▶ _Given records_:
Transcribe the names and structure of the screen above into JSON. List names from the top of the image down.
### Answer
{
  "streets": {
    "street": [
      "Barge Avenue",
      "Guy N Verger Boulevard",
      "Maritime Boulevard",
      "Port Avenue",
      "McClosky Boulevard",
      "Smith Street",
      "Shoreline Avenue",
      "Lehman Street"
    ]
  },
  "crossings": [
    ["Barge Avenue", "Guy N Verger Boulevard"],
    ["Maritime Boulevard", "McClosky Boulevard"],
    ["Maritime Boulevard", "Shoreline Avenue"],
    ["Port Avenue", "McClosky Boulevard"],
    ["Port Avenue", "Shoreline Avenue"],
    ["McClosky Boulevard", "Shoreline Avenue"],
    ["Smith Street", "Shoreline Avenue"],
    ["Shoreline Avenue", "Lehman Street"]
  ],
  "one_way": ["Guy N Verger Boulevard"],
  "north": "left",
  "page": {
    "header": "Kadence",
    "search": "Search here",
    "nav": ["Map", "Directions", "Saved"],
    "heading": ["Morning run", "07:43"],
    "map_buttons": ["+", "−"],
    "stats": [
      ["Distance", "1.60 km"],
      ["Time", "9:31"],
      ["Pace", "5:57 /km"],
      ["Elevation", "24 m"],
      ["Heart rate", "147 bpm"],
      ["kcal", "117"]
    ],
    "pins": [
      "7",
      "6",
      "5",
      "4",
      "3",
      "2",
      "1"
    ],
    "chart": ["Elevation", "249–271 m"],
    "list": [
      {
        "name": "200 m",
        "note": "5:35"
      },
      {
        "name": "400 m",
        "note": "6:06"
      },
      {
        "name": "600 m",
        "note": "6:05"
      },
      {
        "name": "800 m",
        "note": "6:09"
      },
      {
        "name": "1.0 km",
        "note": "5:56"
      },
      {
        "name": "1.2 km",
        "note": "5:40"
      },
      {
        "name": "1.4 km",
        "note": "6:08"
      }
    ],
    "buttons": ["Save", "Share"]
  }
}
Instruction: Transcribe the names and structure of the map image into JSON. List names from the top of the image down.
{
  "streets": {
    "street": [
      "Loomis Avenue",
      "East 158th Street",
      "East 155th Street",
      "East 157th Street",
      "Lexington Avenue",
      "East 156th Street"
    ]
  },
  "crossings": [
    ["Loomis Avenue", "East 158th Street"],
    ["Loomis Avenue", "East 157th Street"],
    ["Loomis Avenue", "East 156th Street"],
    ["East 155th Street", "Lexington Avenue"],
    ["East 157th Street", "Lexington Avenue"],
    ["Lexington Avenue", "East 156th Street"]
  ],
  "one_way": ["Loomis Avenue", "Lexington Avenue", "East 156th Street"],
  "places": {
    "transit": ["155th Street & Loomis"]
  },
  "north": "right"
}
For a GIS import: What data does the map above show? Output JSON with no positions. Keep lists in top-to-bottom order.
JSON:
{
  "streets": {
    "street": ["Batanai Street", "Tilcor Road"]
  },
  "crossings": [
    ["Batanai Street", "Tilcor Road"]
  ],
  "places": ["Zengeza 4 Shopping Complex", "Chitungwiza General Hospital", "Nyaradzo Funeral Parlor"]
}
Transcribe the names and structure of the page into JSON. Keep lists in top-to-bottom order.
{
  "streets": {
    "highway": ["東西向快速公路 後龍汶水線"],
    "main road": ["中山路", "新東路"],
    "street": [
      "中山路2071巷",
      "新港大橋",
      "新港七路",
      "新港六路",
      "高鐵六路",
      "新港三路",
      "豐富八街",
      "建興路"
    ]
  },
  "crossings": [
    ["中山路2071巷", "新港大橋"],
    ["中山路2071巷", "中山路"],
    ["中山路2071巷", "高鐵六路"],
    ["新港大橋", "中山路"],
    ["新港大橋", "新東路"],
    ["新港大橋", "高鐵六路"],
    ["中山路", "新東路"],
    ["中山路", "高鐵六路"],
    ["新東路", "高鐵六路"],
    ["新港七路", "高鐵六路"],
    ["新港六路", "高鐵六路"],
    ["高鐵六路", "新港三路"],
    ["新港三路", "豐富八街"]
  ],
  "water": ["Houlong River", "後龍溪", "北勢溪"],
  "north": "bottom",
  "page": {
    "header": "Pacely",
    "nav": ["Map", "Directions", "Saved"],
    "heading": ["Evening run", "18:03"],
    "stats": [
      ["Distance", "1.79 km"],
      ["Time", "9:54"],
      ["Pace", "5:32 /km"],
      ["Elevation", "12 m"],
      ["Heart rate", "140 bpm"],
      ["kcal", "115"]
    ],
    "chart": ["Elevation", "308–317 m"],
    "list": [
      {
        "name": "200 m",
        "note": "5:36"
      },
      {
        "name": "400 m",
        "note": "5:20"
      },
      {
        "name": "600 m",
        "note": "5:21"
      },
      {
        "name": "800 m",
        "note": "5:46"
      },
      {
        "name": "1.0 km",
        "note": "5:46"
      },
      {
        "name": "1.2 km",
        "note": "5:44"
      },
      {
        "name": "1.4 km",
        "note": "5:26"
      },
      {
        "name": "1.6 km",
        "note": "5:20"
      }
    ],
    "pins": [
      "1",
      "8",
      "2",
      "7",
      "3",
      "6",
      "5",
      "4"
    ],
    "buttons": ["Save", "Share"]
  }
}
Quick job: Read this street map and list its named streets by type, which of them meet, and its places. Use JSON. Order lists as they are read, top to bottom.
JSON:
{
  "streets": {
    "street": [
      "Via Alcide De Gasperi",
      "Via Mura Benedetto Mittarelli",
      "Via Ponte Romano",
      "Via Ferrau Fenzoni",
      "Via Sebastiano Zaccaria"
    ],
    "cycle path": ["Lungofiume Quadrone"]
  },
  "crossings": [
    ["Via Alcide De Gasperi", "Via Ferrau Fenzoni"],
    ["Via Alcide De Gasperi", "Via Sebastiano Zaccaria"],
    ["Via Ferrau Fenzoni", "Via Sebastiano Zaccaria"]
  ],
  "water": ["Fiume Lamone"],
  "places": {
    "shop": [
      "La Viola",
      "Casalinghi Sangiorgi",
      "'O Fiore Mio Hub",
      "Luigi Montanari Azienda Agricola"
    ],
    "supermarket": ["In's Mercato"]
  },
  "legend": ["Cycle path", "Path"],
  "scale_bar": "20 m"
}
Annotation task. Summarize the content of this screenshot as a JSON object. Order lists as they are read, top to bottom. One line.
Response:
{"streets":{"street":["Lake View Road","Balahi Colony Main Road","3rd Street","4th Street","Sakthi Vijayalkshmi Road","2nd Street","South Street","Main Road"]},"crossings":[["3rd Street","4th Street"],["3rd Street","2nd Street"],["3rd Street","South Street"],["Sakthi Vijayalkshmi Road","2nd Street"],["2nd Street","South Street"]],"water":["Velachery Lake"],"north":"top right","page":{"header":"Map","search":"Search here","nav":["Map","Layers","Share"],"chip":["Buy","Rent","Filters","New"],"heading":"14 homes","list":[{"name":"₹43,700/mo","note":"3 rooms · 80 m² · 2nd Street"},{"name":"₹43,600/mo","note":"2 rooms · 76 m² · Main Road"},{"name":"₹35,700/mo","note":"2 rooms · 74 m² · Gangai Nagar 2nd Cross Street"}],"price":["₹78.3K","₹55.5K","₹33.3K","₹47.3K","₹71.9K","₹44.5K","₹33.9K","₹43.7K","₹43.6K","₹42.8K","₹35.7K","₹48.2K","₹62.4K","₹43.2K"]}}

▶ _Goal of the exercise_: Where in the records does the word "Barge" appear? Copy each line that holds it.

▶ _Expected output_:
      "Barge Avenue",
    ["Barge Avenue", "Guy N Verger Boulevard"],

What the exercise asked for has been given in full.